"Pierre la regardait émerveillé, tant elle lui semblait rose et saine, sous le chapeau de feutre noir qu'une longue épingle d'argent fixait dans l'épais chignon. Ses admirables cheveux bruns, relevés très haut, découvraient sa nuque fraîche, qui restait d'une délicatesse d'enfance. Et jamais il ne l'avait sentie si souple dans sa force, les hanches solides, la poitrine large, mais d'une finesse, d'une grâce charmantes...
- Ah ! la culotte, la culotte ! continuait-elle en plaisantant. Dire qu'il y a des femmes qui s'entêtent à garder leur jupe pour monter à bicyclette !

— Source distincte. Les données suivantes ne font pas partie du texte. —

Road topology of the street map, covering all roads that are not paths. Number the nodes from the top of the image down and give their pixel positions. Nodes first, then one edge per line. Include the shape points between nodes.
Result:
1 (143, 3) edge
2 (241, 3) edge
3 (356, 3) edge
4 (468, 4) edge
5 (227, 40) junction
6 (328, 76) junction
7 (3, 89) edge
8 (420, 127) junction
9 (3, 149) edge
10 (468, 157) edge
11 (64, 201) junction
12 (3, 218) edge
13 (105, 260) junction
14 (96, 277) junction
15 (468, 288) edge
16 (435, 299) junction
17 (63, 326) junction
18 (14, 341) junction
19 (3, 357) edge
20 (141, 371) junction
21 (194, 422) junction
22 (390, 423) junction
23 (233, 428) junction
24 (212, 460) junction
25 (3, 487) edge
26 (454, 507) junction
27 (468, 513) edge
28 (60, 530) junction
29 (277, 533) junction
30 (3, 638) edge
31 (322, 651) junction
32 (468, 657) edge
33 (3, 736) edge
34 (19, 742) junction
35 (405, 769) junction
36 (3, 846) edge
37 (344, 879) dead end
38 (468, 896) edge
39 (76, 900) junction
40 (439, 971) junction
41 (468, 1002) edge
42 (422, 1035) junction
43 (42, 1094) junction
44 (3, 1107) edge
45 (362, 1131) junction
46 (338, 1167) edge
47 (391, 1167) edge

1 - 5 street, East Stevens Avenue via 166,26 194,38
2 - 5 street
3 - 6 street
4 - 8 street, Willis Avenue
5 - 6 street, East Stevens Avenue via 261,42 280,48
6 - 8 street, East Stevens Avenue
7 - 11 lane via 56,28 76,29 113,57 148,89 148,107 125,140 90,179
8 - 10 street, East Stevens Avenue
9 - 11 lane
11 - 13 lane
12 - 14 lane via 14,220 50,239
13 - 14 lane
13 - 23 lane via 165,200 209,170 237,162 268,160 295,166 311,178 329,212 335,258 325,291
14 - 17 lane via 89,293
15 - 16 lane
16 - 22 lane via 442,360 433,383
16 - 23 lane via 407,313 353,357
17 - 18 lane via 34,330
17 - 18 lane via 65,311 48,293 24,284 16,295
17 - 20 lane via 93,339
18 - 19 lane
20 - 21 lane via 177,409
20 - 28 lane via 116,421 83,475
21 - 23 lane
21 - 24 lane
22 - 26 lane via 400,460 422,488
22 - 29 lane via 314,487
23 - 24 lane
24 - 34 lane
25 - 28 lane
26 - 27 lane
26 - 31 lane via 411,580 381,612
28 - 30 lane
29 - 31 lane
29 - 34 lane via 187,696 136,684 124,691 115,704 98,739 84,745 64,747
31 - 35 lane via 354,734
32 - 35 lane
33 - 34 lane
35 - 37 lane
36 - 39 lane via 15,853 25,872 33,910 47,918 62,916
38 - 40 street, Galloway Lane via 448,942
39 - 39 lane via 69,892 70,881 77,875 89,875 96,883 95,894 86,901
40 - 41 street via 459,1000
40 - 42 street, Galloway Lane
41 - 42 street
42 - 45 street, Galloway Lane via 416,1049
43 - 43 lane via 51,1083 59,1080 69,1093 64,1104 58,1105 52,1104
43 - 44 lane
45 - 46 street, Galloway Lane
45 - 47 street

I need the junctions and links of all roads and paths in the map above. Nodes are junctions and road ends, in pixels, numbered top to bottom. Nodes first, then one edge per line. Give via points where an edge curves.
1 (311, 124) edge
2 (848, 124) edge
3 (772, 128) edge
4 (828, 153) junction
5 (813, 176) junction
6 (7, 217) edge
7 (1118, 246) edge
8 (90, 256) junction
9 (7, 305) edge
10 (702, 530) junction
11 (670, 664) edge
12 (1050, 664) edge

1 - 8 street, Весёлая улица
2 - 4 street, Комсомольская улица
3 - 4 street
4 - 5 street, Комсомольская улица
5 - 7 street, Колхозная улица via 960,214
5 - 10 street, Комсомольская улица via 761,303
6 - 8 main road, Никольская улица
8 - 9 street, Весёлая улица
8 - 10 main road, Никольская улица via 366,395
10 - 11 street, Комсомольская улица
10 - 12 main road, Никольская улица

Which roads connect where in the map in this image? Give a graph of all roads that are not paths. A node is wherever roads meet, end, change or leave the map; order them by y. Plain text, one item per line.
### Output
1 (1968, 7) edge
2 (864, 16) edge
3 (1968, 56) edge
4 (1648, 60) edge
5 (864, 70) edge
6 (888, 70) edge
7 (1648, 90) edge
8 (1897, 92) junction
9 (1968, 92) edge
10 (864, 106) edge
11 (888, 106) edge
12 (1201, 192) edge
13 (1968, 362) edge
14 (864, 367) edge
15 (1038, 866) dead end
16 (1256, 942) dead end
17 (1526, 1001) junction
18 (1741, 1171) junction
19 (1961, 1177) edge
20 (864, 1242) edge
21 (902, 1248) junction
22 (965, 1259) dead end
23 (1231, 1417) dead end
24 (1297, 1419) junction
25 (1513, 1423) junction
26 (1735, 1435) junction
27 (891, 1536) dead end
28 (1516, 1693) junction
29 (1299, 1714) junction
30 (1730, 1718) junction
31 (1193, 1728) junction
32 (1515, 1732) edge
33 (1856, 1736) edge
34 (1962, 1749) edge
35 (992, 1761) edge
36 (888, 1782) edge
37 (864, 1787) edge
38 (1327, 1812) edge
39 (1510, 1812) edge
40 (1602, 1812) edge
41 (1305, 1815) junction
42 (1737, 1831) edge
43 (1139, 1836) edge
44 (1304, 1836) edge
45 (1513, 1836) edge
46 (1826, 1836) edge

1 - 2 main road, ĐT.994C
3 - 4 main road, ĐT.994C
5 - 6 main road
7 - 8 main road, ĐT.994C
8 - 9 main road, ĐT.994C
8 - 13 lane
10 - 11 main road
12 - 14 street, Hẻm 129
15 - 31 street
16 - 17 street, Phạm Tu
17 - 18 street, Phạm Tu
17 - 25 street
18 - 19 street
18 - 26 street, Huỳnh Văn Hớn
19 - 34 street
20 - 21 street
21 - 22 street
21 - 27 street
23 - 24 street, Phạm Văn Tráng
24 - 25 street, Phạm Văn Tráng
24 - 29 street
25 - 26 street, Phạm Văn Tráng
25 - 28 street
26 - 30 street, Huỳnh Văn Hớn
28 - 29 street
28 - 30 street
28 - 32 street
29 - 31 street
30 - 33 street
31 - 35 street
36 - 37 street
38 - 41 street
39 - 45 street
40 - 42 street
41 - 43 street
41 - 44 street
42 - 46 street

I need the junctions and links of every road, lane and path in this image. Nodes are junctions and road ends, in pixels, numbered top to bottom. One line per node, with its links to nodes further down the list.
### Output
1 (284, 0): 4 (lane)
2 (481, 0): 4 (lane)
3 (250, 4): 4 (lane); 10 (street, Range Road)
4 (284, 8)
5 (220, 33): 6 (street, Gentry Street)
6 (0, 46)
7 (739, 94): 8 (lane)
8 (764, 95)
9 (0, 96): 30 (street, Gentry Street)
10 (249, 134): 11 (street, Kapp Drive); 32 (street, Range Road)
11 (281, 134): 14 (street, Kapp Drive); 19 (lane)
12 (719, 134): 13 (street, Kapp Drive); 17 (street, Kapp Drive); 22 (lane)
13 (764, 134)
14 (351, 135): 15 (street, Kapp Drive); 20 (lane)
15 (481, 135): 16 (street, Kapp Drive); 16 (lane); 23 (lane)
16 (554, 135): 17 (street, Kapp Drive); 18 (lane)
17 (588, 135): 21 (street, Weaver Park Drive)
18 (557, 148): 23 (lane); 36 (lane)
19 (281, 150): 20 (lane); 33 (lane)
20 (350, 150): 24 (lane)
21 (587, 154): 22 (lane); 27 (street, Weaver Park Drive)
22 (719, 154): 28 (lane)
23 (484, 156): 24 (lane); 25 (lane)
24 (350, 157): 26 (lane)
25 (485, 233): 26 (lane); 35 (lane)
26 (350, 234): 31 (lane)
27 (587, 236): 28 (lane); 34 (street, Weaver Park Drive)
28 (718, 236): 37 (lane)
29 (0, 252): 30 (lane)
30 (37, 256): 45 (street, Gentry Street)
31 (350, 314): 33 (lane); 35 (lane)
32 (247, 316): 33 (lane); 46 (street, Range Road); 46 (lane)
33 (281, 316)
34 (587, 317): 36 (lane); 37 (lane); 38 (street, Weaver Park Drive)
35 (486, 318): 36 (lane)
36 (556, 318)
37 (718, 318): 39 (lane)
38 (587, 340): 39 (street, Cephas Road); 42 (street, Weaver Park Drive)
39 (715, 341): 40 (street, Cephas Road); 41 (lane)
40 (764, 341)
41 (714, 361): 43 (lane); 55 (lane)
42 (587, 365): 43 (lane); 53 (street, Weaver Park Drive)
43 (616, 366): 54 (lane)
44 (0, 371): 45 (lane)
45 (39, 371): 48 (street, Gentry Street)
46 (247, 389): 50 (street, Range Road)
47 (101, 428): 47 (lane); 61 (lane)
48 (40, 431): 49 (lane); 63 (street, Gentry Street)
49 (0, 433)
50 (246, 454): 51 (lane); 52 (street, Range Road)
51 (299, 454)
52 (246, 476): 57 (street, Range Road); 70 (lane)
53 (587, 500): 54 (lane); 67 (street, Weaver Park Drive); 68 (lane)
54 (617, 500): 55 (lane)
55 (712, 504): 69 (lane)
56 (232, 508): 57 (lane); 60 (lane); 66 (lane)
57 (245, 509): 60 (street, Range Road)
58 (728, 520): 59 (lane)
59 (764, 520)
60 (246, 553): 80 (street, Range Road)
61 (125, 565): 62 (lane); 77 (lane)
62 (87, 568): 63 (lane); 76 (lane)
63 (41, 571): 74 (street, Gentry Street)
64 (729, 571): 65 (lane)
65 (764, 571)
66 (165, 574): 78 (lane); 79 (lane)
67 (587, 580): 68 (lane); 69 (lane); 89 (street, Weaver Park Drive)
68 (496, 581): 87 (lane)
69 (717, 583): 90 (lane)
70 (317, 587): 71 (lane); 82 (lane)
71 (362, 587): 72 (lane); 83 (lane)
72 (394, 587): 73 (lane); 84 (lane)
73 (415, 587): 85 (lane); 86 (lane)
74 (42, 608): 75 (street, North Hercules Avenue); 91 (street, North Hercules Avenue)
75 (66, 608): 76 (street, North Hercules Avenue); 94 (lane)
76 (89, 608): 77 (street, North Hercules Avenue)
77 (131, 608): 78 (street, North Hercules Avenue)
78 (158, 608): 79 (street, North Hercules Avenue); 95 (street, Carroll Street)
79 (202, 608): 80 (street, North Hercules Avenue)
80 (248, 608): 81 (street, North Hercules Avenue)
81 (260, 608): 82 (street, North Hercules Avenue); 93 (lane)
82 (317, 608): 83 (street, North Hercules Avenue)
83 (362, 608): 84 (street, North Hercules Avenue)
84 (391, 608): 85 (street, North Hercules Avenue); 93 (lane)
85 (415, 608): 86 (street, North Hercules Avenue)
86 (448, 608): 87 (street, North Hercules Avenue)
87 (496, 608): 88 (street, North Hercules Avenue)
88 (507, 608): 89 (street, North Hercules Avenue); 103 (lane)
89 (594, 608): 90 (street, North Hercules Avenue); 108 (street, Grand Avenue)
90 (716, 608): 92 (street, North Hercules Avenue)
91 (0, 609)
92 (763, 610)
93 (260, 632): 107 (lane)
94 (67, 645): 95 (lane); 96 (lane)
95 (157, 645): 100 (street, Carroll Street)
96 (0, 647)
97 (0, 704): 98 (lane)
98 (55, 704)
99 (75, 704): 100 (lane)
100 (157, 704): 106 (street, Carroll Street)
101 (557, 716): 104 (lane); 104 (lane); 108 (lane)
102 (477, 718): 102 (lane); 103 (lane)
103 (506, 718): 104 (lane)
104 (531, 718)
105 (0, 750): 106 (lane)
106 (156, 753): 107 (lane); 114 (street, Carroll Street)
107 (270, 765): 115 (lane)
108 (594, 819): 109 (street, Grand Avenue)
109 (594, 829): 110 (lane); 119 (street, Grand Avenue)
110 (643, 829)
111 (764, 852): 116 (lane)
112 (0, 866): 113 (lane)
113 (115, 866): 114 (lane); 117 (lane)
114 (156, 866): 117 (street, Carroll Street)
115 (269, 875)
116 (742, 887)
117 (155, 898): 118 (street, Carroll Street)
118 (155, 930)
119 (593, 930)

Et, comme il déclarait qu'elle était très bien dans son costume, sans intention galante d'ailleurs, uniquement désireux de constater le fait :
- Oh ! moi, je ne compte pas ... Je ne suis pas belle, je me porte bien, voilà tout ... Mais comprenez-vous ça ? des femmes qui ont une occasion unique de se mettre à leur aise, de voler comme l'oiseau, les jambes enfin dégagées de leur prison, et qui refusent ! Si elles croient être belles, avec des jupes écourtées d'écolières, elles se trompent ! Et quant à la pudeur, il me semble qu'on doit montrer plus aisément ses mollets que ses épaules.
Elle eut un geste de passion gamine.
- Et puis, est-ce qu'on pense à tout ça, lorsqu'on roule ? ... Il n'y a que la culotte, la jupe est hérétique." Extrait de Paris d'Emile Zola.